_ACTION ITEM_.
Could you give the data that follows again exactly, without its pictures?

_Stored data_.
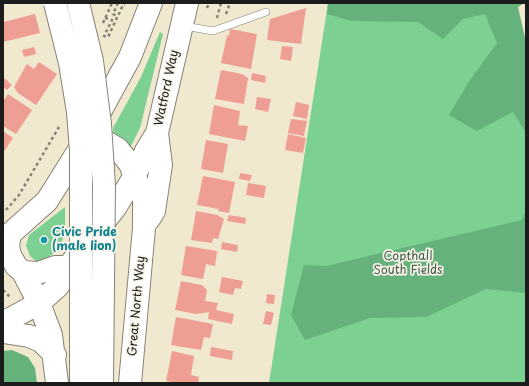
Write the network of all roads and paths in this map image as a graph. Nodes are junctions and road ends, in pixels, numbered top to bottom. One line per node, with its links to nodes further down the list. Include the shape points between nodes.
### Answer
1 (55, 3): 25 (highway, bridge, via 70,63 81,151)
2 (78, 3): 26 (highway, bridge, via 92,61 104,186)
3 (112, 3): 10 (path, via 105,18 112,20 104,36 108,37)
4 (118, 3): 10 (path, via 113,14)
5 (151, 3): 14 (highway, via 130,57)
6 (187, 3): 12 (highway, Watford Way)
7 (221, 3): 11 (path)
8 (125, 5): 10 (path, via 123,4)
9 (266, 12): 12 (lane, via 213,31)
10 (118, 17)
11 (216, 19)
12 (180, 25): 13 (highway, Watford Way)
13 (157, 133): 15 (highway, Watford Way); 16 (highway, Great North Way, via 161,165 154,211)
14 (82, 145): 15 (highway, Great North Way, via 95,141 106,142 118,149 130,164); 17 (highway, via 47,201)
15 (130, 184): 16 (highway, Great North Way, via 144,200); 18 (highway, Watford Way, via 115,208)
16 (144, 228): 27 (highway, Great North Way)
17 (7, 239): 19 (highway, via 10,255)
18 (68, 267): 19 (highway, via 55,267 38,273); 20 (highway, via 58,286)
19 (23, 272): 20 (highway)
20 (39, 303): 21 (highway); 23 (highway, via 51,335)
21 (3, 323)
22 (3, 332): 23 (highway, via 29,336 41,341)
23 (55, 355): 24 (highway)
24 (57, 383)
25 (81, 383)
26 (102, 383)
27 (130, 383)

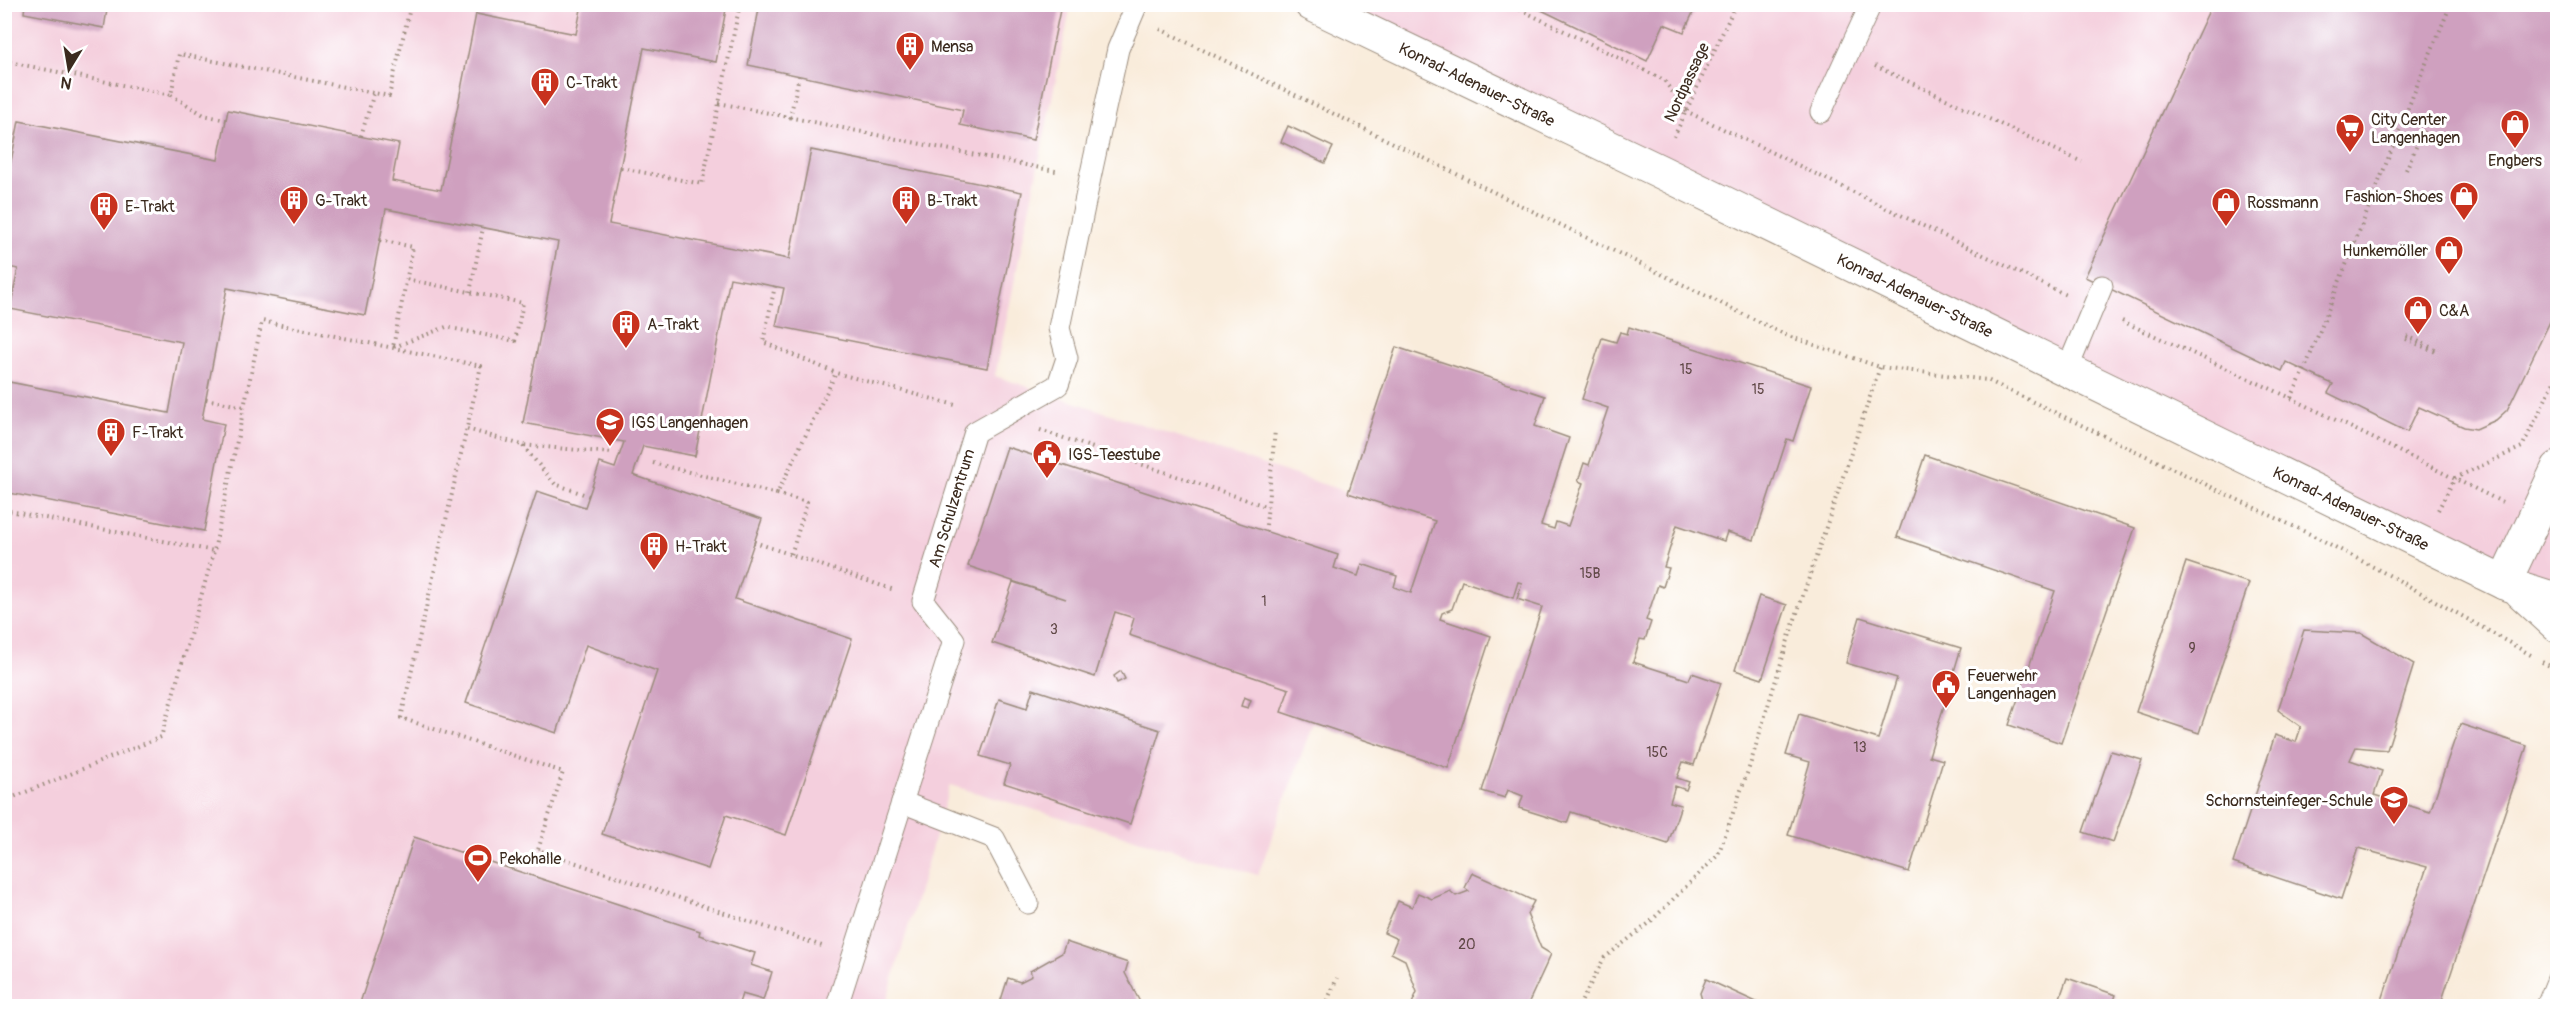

_TASK OUTPUT_.
Write the network of all roads and paths in this map image as a graph. Nodes are junctions and road ends, in pixels, numbered top to bottom. One line per node, with its links to nodes further down the list. Include the shape points between nodes.
### Answer
1 (55, 3): 25 (highway, bridge, via 70,63 81,151)
2 (78, 3): 26 (highway, bridge, via 92,61 104,186)
3 (112, 3): 10 (path, via 105,18 112,20 104,36 108,37)
4 (118, 3): 10 (path, via 113,14)
5 (151, 3): 14 (highway, via 130,57)
6 (187, 3): 12 (highway, Watford Way)
7 (221, 3): 11 (path)
8 (125, 5): 10 (path, via 123,4)
9 (266, 12): 12 (lane, via 213,31)
10 (118, 17)
11 (216, 19)
12 (180, 25): 13 (highway, Watford Way)
13 (157, 133): 15 (highway, Watford Way); 16 (highway, Great North Way, via 161,165 154,211)
14 (82, 145): 15 (highway, Great North Way, via 95,141 106,142 118,149 130,164); 17 (highway, via 47,201)
15 (130, 184): 16 (highway, Great North Way, via 144,200); 18 (highway, Watford Way, via 115,208)
16 (144, 228): 27 (highway, Great North Way)
17 (7, 239): 19 (highway, via 10,255)
18 (68, 267): 19 (highway, via 55,267 38,273); 20 (highway, via 58,286)
19 (23, 272): 20 (highway)
20 (39, 303): 21 (highway); 23 (highway, via 51,335)
21 (3, 323)
22 (3, 332): 23 (highway, via 29,336 41,341)
23 (55, 355): 24 (highway)
24 (57, 383)
25 (81, 383)
26 (102, 383)
27 (130, 383)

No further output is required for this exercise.